RECORDS PROVIDED Start Marker

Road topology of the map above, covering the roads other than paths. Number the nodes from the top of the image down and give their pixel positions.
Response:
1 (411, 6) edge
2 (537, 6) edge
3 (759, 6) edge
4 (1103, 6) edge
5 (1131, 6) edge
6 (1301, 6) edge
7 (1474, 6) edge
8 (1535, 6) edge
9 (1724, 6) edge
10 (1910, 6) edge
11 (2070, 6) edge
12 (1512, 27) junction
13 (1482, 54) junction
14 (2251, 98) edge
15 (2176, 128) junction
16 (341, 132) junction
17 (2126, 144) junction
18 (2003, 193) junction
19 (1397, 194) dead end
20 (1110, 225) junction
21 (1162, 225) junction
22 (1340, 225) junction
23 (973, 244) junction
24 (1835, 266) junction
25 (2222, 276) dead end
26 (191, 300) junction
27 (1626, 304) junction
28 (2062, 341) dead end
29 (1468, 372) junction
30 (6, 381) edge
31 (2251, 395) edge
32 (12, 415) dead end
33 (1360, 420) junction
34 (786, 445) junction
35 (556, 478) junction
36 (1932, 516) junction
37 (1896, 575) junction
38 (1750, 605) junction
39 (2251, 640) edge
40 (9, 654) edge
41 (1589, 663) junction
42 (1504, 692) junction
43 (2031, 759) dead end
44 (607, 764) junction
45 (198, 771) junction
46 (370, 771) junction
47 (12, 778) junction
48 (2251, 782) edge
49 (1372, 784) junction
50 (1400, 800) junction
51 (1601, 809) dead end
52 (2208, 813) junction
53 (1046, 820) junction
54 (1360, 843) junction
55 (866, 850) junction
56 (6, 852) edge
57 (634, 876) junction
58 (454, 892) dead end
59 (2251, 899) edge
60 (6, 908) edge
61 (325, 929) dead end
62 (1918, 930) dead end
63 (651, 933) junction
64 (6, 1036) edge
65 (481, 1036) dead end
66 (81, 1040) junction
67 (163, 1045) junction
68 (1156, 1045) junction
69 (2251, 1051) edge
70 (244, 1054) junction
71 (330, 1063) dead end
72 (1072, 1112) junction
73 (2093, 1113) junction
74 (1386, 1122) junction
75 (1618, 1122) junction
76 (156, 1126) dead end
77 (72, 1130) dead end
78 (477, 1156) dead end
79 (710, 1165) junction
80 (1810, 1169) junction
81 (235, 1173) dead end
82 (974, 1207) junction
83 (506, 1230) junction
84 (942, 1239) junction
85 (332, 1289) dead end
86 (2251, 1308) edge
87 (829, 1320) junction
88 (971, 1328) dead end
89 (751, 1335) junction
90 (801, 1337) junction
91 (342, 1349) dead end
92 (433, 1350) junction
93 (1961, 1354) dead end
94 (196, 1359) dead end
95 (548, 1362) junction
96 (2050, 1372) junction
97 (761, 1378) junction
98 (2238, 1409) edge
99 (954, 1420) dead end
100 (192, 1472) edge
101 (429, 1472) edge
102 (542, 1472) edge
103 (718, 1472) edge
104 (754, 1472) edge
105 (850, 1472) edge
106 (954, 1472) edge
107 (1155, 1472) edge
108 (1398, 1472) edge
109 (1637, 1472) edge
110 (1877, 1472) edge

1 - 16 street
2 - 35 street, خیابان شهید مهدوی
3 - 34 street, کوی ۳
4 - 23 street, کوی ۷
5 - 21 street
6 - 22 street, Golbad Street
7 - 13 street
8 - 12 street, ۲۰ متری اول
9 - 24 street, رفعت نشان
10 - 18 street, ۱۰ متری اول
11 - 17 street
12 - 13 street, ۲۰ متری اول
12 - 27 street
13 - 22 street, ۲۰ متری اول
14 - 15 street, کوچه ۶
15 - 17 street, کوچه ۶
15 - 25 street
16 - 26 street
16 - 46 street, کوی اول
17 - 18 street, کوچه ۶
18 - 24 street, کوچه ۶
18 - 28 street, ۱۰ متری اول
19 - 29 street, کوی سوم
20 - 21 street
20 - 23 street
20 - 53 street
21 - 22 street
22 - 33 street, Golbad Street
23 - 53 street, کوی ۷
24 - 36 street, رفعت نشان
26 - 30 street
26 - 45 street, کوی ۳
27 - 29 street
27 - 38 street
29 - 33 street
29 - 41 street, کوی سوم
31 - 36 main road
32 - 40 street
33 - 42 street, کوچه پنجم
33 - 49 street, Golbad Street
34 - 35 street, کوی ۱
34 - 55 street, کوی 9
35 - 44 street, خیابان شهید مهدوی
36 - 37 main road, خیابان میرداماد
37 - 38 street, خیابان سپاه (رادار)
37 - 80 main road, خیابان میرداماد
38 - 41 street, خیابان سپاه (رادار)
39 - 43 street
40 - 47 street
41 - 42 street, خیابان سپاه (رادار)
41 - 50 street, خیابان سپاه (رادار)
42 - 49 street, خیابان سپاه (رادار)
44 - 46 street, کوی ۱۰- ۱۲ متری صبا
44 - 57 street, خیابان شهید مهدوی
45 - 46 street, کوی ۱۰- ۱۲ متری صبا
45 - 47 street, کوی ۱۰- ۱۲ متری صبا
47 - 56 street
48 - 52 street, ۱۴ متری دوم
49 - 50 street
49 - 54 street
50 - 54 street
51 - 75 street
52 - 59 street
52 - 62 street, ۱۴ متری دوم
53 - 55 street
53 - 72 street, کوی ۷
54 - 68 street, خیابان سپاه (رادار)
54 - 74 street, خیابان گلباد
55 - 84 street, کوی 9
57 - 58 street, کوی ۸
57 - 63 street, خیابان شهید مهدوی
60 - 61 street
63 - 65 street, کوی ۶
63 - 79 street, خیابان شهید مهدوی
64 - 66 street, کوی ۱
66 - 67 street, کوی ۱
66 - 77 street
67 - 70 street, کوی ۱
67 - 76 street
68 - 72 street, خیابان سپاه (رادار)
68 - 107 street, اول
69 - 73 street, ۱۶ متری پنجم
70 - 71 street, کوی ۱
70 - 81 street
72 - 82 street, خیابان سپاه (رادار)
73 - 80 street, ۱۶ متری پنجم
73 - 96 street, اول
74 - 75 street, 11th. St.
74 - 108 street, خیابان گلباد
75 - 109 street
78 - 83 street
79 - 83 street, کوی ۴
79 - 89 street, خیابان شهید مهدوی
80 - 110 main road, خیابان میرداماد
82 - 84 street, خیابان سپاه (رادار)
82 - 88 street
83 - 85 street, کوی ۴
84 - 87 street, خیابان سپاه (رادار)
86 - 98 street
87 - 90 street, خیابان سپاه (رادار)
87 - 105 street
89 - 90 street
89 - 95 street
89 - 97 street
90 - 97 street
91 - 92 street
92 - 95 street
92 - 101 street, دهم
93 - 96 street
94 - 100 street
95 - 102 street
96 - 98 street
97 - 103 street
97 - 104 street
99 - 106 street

RECORDS PROVIDED End Marker

Exactly as they appear above, transcribe the records in full.

YOUR SOLUTION.
Road topology of the map above, covering the roads other than paths. Number the nodes from the top of the image down and give their pixel positions.
Response:
1 (411, 6) edge
2 (537, 6) edge
3 (759, 6) edge
4 (1103, 6) edge
5 (1131, 6) edge
6 (1301, 6) edge
7 (1474, 6) edge
8 (1535, 6) edge
9 (1724, 6) edge
10 (1910, 6) edge
11 (2070, 6) edge
12 (1512, 27) junction
13 (1482, 54) junction
14 (2251, 98) edge
15 (2176, 128) junction
16 (341, 132) junction
17 (2126, 144) junction
18 (2003, 193) junction
19 (1397, 194) dead end
20 (1110, 225) junction
21 (1162, 225) junction
22 (1340, 225) junction
23 (973, 244) junction
24 (1835, 266) junction
25 (2222, 276) dead end
26 (191, 300) junction
27 (1626, 304) junction
28 (2062, 341) dead end
29 (1468, 372) junction
30 (6, 381) edge
31 (2251, 395) edge
32 (12, 415) dead end
33 (1360, 420) junction
34 (786, 445) junction
35 (556, 478) junction
36 (1932, 516) junction
37 (1896, 575) junction
38 (1750, 605) junction
39 (2251, 640) edge
40 (9, 654) edge
41 (1589, 663) junction
42 (1504, 692) junction
43 (2031, 759) dead end
44 (607, 764) junction
45 (198, 771) junction
46 (370, 771) junction
47 (12, 778) junction
48 (2251, 782) edge
49 (1372, 784) junction
50 (1400, 800) junction
51 (1601, 809) dead end
52 (2208, 813) junction
53 (1046, 820) junction
54 (1360, 843) junction
55 (866, 850) junction
56 (6, 852) edge
57 (634, 876) junction
58 (454, 892) dead end
59 (2251, 899) edge
60 (6, 908) edge
61 (325, 929) dead end
62 (1918, 930) dead end
63 (651, 933) junction
64 (6, 1036) edge
65 (481, 1036) dead end
66 (81, 1040) junction
67 (163, 1045) junction
68 (1156, 1045) junction
69 (2251, 1051) edge
70 (244, 1054) junction
71 (330, 1063) dead end
72 (1072, 1112) junction
73 (2093, 1113) junction
74 (1386, 1122) junction
75 (1618, 1122) junction
76 (156, 1126) dead end
77 (72, 1130) dead end
78 (477, 1156) dead end
79 (710, 1165) junction
80 (1810, 1169) junction
81 (235, 1173) dead end
82 (974, 1207) junction
83 (506, 1230) junction
84 (942, 1239) junction
85 (332, 1289) dead end
86 (2251, 1308) edge
87 (829, 1320) junction
88 (971, 1328) dead end
89 (751, 1335) junction
90 (801, 1337) junction
91 (342, 1349) dead end
92 (433, 1350) junction
93 (1961, 1354) dead end
94 (196, 1359) dead end
95 (548, 1362) junction
96 (2050, 1372) junction
97 (761, 1378) junction
98 (2238, 1409) edge
99 (954, 1420) dead end
100 (192, 1472) edge
101 (429, 1472) edge
102 (542, 1472) edge
103 (718, 1472) edge
104 (754, 1472) edge
105 (850, 1472) edge
106 (954, 1472) edge
107 (1155, 1472) edge
108 (1398, 1472) edge
109 (1637, 1472) edge
110 (1877, 1472) edge

1 - 16 street
2 - 35 street, خیابان شهید مهدوی
3 - 34 street, کوی ۳
4 - 23 street, کوی ۷
5 - 21 street
6 - 22 street, Golbad Street
7 - 13 street
8 - 12 street, ۲۰ متری اول
9 - 24 street, رفعت نشان
10 - 18 street, ۱۰ متری اول
11 - 17 street
12 - 13 street, ۲۰ متری اول
12 - 27 street
13 - 22 street, ۲۰ متری اول
14 - 15 street, کوچه ۶
15 - 17 street, کوچه ۶
15 - 25 street
16 - 26 street
16 - 46 street, کوی اول
17 - 18 street, کوچه ۶
18 - 24 street, کوچه ۶
18 - 28 street, ۱۰ متری اول
19 - 29 street, کوی سوم
20 - 21 street
20 - 23 street
20 - 53 street
21 - 22 street
22 - 33 street, Golbad Street
23 - 53 street, کوی ۷
24 - 36 street, رفعت نشان
26 - 30 street
26 - 45 street, کوی ۳
27 - 29 street
27 - 38 street
29 - 33 street
29 - 41 street, کوی سوم
31 - 36 main road
32 - 40 street
33 - 42 street, کوچه پنجم
33 - 49 street, Golbad Street
34 - 35 street, کوی ۱
34 - 55 street, کوی 9
35 - 44 street, خیابان شهید مهدوی
36 - 37 main road, خیابان میرداماد
37 - 38 street, خیابان سپاه (رادار)
37 - 80 main road, خیابان میرداماد
38 - 41 street, خیابان سپاه (رادار)
39 - 43 street
40 - 47 street
41 - 42 street, خیابان سپاه (رادار)
41 - 50 street, خیابان سپاه (رادار)
42 - 49 street, خیابان سپاه (رادار)
44 - 46 street, کوی ۱۰- ۱۲ متری صبا
44 - 57 street, خیابان شهید مهدوی
45 - 46 street, کوی ۱۰- ۱۲ متری صبا
45 - 47 street, کوی ۱۰- ۱۲ متری صبا
47 - 56 street
48 - 52 street, ۱۴ متری دوم
49 - 50 street
49 - 54 street
50 - 54 street
51 - 75 street
52 - 59 street
52 - 62 street, ۱۴ متری دوم
53 - 55 street
53 - 72 street, کوی ۷
54 - 68 street, خیابان سپاه (رادار)
54 - 74 street, خیابان گلباد
55 - 84 street, کوی 9
57 - 58 street, کوی ۸
57 - 63 street, خیابان شهید مهدوی
60 - 61 street
63 - 65 street, کوی ۶
63 - 79 street, خیابان شهید مهدوی
64 - 66 street, کوی ۱
66 - 67 street, کوی ۱
66 - 77 street
67 - 70 street, کوی ۱
67 - 76 street
68 - 72 street, خیابان سپاه (رادار)
68 - 107 street, اول
69 - 73 street, ۱۶ متری پنجم
70 - 71 street, کوی ۱
70 - 81 street
72 - 82 street, خیابان سپاه (رادار)
73 - 80 street, ۱۶ متری پنجم
73 - 96 street, اول
74 - 75 street, 11th. St.
74 - 108 street, خیابان گلباد
75 - 109 street
78 - 83 street
79 - 83 street, کوی ۴
79 - 89 street, خیابان شهید مهدوی
80 - 110 main road, خیابان میرداماد
82 - 84 street, خیابان سپاه (رادار)
82 - 88 street
83 - 85 street, کوی ۴
84 - 87 street, خیابان سپاه (رادار)
86 - 98 street
87 - 90 street, خیابان سپاه (رادار)
87 - 105 street
89 - 90 street
89 - 95 street
89 - 97 street
90 - 97 street
91 - 92 street
92 - 95 street
92 - 101 street, دهم
93 - 96 street
94 - 100 street
95 - 102 street
96 - 98 street
97 - 103 street
97 - 104 street
99 - 106 street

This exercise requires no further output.